### INSTRUCTIONS TO FOLLOW
Look below. Copy each line that has "tools" in it.

### MATERIAL FOR THE TASK
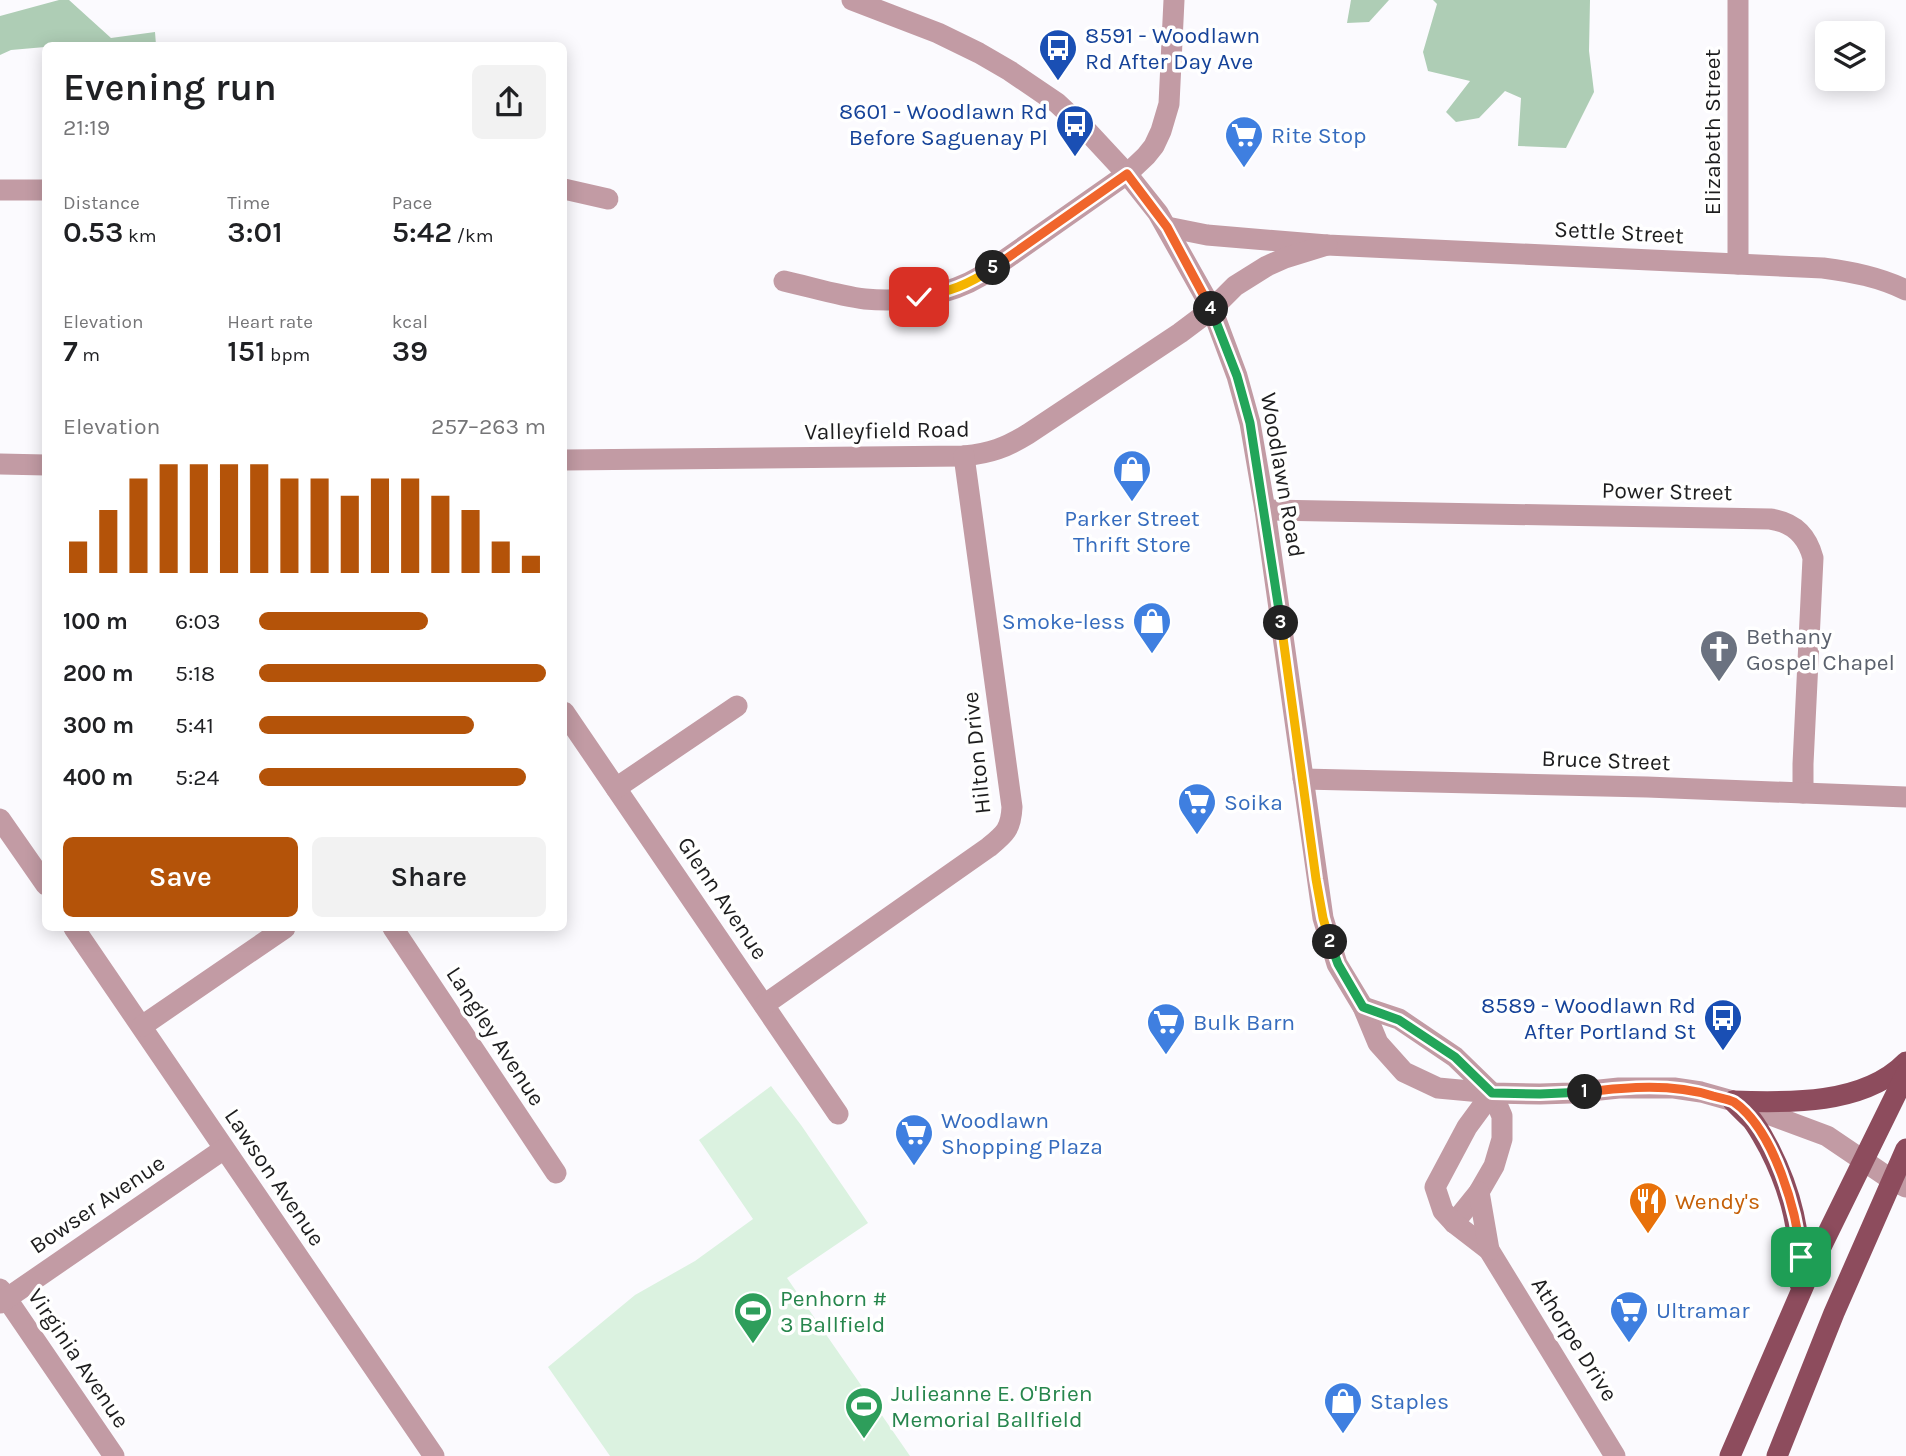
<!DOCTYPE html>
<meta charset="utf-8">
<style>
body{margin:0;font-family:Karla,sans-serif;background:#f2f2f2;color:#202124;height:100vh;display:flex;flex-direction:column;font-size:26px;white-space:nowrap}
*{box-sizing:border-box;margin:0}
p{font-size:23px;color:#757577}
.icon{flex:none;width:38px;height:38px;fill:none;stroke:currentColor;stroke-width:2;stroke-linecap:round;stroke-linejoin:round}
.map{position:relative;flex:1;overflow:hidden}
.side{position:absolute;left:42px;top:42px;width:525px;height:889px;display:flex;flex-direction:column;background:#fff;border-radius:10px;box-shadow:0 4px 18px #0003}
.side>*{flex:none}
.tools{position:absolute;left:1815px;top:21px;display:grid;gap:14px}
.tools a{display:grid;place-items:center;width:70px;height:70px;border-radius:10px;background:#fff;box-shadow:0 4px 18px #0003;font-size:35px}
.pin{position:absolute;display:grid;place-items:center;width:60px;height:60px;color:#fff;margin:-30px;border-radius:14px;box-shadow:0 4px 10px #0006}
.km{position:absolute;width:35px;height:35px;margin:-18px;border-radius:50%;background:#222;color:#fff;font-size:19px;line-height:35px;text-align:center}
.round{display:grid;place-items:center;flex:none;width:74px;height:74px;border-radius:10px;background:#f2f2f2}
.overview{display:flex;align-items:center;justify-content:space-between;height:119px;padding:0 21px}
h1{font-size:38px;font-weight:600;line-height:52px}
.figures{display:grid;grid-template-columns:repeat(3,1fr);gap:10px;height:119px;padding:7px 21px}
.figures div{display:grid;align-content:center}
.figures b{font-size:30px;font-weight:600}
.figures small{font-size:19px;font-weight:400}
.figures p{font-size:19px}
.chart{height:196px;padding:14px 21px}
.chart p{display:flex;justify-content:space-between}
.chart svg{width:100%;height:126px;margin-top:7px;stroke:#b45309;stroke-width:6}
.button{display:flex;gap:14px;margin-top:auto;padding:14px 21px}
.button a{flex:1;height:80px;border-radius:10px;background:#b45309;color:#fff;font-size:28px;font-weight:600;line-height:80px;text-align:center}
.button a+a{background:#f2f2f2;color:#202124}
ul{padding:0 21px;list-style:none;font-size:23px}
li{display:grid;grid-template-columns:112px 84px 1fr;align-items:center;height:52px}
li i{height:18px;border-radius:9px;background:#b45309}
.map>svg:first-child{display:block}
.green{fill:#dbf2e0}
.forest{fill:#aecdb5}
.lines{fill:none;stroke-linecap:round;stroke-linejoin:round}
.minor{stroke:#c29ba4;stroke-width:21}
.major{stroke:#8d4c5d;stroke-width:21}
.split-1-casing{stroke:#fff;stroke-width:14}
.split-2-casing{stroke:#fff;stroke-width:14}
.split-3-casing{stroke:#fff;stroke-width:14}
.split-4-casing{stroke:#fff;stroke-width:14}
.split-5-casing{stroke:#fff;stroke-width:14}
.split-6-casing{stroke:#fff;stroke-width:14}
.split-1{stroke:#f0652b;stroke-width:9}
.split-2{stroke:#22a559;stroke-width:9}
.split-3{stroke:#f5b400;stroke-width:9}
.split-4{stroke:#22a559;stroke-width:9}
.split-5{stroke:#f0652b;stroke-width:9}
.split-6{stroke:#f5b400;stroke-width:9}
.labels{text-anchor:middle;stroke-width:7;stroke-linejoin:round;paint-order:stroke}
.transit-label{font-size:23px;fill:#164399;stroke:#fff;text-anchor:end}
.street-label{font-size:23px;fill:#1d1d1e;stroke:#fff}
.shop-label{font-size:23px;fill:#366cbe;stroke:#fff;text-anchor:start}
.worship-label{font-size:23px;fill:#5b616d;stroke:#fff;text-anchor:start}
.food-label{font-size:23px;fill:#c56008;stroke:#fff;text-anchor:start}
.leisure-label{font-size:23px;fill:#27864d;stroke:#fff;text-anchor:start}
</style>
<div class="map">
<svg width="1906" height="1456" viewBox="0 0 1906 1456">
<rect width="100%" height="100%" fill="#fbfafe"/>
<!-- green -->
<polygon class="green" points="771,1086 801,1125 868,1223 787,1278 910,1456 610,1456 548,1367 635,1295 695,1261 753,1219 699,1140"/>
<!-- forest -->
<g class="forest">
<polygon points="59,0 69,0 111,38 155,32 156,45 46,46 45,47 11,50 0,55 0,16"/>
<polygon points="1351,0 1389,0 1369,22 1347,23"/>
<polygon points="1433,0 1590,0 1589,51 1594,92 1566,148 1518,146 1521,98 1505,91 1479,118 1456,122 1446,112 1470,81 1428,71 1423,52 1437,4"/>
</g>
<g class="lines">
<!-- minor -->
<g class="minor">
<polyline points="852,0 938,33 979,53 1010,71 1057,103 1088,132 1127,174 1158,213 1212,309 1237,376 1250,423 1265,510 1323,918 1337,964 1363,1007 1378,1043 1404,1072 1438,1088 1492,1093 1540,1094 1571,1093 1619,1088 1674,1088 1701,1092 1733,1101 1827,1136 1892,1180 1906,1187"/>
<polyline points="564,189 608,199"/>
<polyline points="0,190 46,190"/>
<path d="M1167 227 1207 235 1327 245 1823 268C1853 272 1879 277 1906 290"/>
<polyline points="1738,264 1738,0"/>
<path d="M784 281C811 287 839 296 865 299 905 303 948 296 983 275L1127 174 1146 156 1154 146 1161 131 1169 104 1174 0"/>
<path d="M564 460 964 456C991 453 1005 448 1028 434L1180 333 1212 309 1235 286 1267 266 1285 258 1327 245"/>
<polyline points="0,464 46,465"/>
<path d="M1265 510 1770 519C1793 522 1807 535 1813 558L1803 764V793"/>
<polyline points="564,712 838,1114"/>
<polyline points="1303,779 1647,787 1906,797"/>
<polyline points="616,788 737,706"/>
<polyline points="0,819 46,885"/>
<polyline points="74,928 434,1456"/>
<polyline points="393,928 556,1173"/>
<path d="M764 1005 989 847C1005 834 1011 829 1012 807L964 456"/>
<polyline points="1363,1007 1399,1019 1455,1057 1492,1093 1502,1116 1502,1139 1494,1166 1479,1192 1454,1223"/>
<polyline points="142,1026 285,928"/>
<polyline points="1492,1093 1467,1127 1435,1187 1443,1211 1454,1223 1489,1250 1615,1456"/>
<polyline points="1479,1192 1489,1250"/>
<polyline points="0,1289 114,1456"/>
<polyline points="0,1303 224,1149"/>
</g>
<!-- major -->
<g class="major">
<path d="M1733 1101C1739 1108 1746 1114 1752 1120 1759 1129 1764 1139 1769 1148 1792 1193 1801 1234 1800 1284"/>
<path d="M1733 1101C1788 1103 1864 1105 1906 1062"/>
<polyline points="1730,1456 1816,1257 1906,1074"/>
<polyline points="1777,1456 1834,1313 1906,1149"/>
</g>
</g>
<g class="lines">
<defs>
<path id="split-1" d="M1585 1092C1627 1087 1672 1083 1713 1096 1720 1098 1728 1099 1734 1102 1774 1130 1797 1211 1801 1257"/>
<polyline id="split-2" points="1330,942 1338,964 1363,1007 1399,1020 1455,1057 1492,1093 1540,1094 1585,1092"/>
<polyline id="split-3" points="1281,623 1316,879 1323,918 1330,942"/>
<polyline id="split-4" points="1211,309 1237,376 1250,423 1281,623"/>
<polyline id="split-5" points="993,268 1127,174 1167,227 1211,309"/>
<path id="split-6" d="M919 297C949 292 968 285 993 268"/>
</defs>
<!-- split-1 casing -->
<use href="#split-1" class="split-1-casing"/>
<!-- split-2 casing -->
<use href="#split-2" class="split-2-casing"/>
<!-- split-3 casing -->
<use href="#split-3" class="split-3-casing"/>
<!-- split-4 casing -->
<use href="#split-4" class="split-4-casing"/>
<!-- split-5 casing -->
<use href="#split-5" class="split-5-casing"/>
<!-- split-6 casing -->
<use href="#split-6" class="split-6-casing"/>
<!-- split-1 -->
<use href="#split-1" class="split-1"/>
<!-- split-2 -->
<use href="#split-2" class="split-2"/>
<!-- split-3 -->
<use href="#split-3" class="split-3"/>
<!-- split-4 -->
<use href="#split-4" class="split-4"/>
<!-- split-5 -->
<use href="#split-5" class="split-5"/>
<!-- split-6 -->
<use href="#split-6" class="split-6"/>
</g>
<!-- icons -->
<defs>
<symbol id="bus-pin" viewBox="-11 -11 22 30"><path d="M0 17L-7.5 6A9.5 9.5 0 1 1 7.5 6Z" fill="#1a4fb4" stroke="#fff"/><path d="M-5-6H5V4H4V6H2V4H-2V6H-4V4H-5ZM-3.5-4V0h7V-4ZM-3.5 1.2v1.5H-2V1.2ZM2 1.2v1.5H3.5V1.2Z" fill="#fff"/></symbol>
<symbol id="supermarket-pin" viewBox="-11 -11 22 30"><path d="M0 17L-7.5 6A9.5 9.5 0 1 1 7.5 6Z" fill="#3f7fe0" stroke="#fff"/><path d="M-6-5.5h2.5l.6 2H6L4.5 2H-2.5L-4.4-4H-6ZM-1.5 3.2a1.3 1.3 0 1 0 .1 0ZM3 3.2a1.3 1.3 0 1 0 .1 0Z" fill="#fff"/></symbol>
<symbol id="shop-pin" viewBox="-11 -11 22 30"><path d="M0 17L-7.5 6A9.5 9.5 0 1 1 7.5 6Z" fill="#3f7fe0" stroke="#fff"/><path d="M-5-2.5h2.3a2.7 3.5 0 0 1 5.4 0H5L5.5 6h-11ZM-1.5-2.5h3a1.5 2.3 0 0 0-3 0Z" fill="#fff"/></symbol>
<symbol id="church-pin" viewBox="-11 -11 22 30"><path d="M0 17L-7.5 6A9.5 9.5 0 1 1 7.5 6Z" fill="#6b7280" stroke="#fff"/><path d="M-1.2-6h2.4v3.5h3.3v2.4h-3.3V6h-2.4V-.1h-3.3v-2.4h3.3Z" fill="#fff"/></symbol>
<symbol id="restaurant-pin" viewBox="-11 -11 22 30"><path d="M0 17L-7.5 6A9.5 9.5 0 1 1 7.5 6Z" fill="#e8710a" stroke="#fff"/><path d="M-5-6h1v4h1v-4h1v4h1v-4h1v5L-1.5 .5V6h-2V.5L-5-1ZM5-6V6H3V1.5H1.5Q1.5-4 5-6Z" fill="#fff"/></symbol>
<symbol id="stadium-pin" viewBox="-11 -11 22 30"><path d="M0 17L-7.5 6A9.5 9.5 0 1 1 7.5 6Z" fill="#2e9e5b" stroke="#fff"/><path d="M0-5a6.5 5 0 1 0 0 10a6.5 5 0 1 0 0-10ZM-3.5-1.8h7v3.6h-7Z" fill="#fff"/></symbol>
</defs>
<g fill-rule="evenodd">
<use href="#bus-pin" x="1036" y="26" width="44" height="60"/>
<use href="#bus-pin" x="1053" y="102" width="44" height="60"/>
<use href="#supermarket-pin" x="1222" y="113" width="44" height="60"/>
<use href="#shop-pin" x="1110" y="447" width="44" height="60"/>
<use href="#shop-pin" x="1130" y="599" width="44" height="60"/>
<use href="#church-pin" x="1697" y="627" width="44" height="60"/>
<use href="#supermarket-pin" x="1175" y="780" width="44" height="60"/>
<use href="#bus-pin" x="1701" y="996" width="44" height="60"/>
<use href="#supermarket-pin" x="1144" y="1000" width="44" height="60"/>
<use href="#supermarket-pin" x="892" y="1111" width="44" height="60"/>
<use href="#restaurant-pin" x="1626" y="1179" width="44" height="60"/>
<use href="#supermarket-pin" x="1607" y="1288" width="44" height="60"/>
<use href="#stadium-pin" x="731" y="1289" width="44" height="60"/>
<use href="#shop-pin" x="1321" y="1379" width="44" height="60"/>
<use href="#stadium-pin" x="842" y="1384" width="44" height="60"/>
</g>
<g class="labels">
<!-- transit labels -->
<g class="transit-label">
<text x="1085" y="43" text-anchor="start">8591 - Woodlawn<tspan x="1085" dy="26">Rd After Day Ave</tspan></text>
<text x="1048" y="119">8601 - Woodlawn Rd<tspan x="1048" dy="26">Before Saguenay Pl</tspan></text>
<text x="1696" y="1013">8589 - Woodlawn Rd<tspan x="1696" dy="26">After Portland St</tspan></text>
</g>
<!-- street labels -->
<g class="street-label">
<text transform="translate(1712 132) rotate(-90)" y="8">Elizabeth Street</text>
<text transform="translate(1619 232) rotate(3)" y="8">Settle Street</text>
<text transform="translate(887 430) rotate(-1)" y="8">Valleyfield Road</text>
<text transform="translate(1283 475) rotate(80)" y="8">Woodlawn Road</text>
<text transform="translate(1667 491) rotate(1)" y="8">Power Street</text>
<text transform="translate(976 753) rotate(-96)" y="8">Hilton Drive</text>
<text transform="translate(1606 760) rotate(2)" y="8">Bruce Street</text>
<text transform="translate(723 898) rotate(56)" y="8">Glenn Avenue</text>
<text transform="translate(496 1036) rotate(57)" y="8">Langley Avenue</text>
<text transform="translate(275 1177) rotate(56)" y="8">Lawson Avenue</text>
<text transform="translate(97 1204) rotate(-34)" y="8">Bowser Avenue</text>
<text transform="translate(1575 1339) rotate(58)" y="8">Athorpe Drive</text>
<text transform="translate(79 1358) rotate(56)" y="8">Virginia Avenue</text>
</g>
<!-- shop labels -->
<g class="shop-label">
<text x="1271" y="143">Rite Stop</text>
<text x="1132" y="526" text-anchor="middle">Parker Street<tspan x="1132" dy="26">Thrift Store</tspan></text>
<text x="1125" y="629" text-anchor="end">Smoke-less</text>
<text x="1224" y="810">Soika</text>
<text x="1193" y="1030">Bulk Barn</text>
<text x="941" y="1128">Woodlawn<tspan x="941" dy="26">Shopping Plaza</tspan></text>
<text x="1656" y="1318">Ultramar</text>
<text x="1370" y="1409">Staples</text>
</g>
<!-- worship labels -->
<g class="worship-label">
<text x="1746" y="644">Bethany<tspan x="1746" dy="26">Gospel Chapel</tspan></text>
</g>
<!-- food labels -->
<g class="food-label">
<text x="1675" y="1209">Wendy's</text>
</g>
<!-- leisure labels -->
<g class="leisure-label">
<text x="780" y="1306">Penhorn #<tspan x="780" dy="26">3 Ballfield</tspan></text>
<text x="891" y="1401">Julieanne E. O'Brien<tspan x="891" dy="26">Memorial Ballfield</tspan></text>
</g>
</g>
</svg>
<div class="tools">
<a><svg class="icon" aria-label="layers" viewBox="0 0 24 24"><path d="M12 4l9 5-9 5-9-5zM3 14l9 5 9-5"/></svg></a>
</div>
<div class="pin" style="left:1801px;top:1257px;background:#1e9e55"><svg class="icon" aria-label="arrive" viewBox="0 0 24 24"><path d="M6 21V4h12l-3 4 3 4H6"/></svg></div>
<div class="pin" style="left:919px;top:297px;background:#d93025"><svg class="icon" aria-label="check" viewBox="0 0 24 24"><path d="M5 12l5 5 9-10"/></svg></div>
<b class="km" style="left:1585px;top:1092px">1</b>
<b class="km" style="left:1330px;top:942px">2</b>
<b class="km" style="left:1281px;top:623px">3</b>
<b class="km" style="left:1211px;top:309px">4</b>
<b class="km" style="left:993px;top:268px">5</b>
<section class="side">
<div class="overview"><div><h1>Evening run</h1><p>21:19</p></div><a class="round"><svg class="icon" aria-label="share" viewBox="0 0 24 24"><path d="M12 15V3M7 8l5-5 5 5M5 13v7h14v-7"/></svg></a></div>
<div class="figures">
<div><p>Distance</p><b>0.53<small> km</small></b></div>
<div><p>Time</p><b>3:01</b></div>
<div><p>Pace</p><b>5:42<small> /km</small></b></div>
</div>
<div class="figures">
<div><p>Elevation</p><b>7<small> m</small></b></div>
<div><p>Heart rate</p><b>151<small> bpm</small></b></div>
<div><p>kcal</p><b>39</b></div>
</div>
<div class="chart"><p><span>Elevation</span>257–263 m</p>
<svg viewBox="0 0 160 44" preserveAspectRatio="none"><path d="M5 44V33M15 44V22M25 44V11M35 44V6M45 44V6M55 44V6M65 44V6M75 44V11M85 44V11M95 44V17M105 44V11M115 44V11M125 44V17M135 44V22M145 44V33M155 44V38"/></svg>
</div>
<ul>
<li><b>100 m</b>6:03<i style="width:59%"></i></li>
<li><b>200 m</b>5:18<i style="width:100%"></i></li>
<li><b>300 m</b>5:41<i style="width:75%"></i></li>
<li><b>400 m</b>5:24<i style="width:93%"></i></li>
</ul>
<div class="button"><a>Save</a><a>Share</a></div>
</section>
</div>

### OUTPUT
.tools{position:absolute;left:1815px;top:21px;display:grid;gap:14px}
.tools a{display:grid;place-items:center;width:70px;height:70px;border-radius:10px;background:#fff;box-shadow:0 4px 18px #0003;font-size:35px}
<div class="tools">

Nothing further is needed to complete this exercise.